- About this task:
Please print the records below exactly as they are written.

Information section start

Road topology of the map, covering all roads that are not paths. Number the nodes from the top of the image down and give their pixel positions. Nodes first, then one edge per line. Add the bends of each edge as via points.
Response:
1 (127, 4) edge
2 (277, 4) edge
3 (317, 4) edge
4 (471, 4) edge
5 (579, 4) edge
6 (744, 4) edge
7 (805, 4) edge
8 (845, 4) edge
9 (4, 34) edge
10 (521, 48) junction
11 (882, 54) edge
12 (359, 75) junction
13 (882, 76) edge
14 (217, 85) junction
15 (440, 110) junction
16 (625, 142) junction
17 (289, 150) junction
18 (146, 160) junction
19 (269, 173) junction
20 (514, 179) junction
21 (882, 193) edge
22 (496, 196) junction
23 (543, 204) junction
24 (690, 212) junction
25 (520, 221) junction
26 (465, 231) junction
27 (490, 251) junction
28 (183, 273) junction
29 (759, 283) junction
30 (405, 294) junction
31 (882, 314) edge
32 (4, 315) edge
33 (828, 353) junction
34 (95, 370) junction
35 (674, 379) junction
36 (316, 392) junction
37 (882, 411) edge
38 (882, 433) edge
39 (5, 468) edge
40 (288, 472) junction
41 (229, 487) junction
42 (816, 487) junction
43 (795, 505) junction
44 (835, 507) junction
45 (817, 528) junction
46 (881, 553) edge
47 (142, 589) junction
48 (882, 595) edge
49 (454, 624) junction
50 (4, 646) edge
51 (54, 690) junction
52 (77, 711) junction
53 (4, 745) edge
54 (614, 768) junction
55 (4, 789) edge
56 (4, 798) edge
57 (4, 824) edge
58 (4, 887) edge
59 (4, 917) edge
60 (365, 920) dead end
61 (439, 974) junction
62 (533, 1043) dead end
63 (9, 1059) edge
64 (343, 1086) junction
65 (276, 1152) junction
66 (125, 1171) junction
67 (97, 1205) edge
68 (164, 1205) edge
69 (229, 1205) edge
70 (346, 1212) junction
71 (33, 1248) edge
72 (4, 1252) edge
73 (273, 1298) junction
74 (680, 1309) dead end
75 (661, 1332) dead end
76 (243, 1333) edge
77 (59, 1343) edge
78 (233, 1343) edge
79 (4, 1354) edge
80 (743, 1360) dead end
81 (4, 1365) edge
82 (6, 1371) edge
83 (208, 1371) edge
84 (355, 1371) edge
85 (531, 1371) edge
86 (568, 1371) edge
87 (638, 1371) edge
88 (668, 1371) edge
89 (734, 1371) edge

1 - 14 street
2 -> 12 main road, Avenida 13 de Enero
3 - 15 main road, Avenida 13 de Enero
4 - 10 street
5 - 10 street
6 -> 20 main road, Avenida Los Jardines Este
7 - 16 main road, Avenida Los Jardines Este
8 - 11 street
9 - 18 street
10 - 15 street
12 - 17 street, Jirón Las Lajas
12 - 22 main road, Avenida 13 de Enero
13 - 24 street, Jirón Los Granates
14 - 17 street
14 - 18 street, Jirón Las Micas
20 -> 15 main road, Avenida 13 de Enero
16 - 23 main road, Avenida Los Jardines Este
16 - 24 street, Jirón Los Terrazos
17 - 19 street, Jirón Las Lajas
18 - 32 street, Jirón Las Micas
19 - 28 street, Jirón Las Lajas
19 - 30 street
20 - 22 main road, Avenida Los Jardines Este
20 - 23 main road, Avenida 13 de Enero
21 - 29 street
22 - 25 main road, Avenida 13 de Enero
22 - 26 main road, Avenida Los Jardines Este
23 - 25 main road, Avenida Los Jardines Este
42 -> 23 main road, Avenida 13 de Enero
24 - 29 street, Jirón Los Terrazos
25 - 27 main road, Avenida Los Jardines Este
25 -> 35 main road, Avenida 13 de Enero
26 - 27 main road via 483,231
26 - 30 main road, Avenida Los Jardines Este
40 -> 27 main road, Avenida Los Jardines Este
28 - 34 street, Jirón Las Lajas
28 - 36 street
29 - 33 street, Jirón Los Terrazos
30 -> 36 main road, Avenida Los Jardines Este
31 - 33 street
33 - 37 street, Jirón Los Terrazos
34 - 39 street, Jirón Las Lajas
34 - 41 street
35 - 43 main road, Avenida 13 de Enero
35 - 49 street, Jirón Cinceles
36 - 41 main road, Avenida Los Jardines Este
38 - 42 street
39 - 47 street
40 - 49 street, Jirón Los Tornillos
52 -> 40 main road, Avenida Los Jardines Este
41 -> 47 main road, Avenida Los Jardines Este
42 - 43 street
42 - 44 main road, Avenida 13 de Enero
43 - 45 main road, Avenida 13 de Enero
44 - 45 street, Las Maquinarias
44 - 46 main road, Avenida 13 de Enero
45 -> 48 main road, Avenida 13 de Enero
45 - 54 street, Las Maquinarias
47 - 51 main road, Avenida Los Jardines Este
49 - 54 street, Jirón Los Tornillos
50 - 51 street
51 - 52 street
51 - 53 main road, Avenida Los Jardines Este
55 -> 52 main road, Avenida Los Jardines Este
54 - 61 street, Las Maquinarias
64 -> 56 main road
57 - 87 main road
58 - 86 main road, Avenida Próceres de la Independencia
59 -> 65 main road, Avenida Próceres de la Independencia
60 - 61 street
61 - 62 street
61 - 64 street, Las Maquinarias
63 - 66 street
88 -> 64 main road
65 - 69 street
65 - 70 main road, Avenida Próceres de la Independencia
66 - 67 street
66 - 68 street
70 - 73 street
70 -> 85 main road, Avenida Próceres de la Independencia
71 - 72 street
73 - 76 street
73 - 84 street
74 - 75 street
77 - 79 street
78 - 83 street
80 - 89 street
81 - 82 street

Information section end

- Written solution:
Road topology of the map, covering all roads that are not paths. Number the nodes from the top of the image down and give their pixel positions. Nodes first, then one edge per line. Add the bends of each edge as via points.
Response:
1 (127, 4) edge
2 (277, 4) edge
3 (317, 4) edge
4 (471, 4) edge
5 (579, 4) edge
6 (744, 4) edge
7 (805, 4) edge
8 (845, 4) edge
9 (4, 34) edge
10 (521, 48) junction
11 (882, 54) edge
12 (359, 75) junction
13 (882, 76) edge
14 (217, 85) junction
15 (440, 110) junction
16 (625, 142) junction
17 (289, 150) junction
18 (146, 160) junction
19 (269, 173) junction
20 (514, 179) junction
21 (882, 193) edge
22 (496, 196) junction
23 (543, 204) junction
24 (690, 212) junction
25 (520, 221) junction
26 (465, 231) junction
27 (490, 251) junction
28 (183, 273) junction
29 (759, 283) junction
30 (405, 294) junction
31 (882, 314) edge
32 (4, 315) edge
33 (828, 353) junction
34 (95, 370) junction
35 (674, 379) junction
36 (316, 392) junction
37 (882, 411) edge
38 (882, 433) edge
39 (5, 468) edge
40 (288, 472) junction
41 (229, 487) junction
42 (816, 487) junction
43 (795, 505) junction
44 (835, 507) junction
45 (817, 528) junction
46 (881, 553) edge
47 (142, 589) junction
48 (882, 595) edge
49 (454, 624) junction
50 (4, 646) edge
51 (54, 690) junction
52 (77, 711) junction
53 (4, 745) edge
54 (614, 768) junction
55 (4, 789) edge
56 (4, 798) edge
57 (4, 824) edge
58 (4, 887) edge
59 (4, 917) edge
60 (365, 920) dead end
61 (439, 974) junction
62 (533, 1043) dead end
63 (9, 1059) edge
64 (343, 1086) junction
65 (276, 1152) junction
66 (125, 1171) junction
67 (97, 1205) edge
68 (164, 1205) edge
69 (229, 1205) edge
70 (346, 1212) junction
71 (33, 1248) edge
72 (4, 1252) edge
73 (273, 1298) junction
74 (680, 1309) dead end
75 (661, 1332) dead end
76 (243, 1333) edge
77 (59, 1343) edge
78 (233, 1343) edge
79 (4, 1354) edge
80 (743, 1360) dead end
81 (4, 1365) edge
82 (6, 1371) edge
83 (208, 1371) edge
84 (355, 1371) edge
85 (531, 1371) edge
86 (568, 1371) edge
87 (638, 1371) edge
88 (668, 1371) edge
89 (734, 1371) edge

1 - 14 street
2 -> 12 main road, Avenida 13 de Enero
3 - 15 main road, Avenida 13 de Enero
4 - 10 street
5 - 10 street
6 -> 20 main road, Avenida Los Jardines Este
7 - 16 main road, Avenida Los Jardines Este
8 - 11 street
9 - 18 street
10 - 15 street
12 - 17 street, Jirón Las Lajas
12 - 22 main road, Avenida 13 de Enero
13 - 24 street, Jirón Los Granates
14 - 17 street
14 - 18 street, Jirón Las Micas
20 -> 15 main road, Avenida 13 de Enero
16 - 23 main road, Avenida Los Jardines Este
16 - 24 street, Jirón Los Terrazos
17 - 19 street, Jirón Las Lajas
18 - 32 street, Jirón Las Micas
19 - 28 street, Jirón Las Lajas
19 - 30 street
20 - 22 main road, Avenida Los Jardines Este
20 - 23 main road, Avenida 13 de Enero
21 - 29 street
22 - 25 main road, Avenida 13 de Enero
22 - 26 main road, Avenida Los Jardines Este
23 - 25 main road, Avenida Los Jardines Este
42 -> 23 main road, Avenida 13 de Enero
24 - 29 street, Jirón Los Terrazos
25 - 27 main road, Avenida Los Jardines Este
25 -> 35 main road, Avenida 13 de Enero
26 - 27 main road via 483,231
26 - 30 main road, Avenida Los Jardines Este
40 -> 27 main road, Avenida Los Jardines Este
28 - 34 street, Jirón Las Lajas
28 - 36 street
29 - 33 street, Jirón Los Terrazos
30 -> 36 main road, Avenida Los Jardines Este
31 - 33 street
33 - 37 street, Jirón Los Terrazos
34 - 39 street, Jirón Las Lajas
34 - 41 street
35 - 43 main road, Avenida 13 de Enero
35 - 49 street, Jirón Cinceles
36 - 41 main road, Avenida Los Jardines Este
38 - 42 street
39 - 47 street
40 - 49 street, Jirón Los Tornillos
52 -> 40 main road, Avenida Los Jardines Este
41 -> 47 main road, Avenida Los Jardines Este
42 - 43 street
42 - 44 main road, Avenida 13 de Enero
43 - 45 main road, Avenida 13 de Enero
44 - 45 street, Las Maquinarias
44 - 46 main road, Avenida 13 de Enero
45 -> 48 main road, Avenida 13 de Enero
45 - 54 street, Las Maquinarias
47 - 51 main road, Avenida Los Jardines Este
49 - 54 street, Jirón Los Tornillos
50 - 51 street
51 - 52 street
51 - 53 main road, Avenida Los Jardines Este
55 -> 52 main road, Avenida Los Jardines Este
54 - 61 street, Las Maquinarias
64 -> 56 main road
57 - 87 main road
58 - 86 main road, Avenida Próceres de la Independencia
59 -> 65 main road, Avenida Próceres de la Independencia
60 - 61 street
61 - 62 street
61 - 64 street, Las Maquinarias
63 - 66 street
88 -> 64 main road
65 - 69 street
65 - 70 main road, Avenida Próceres de la Independencia
66 - 67 street
66 - 68 street
70 - 73 street
70 -> 85 main road, Avenida Próceres de la Independencia
71 - 72 street
73 - 76 street
73 - 84 street
74 - 75 street
77 - 79 street
78 - 83 street
80 - 89 street
81 - 82 street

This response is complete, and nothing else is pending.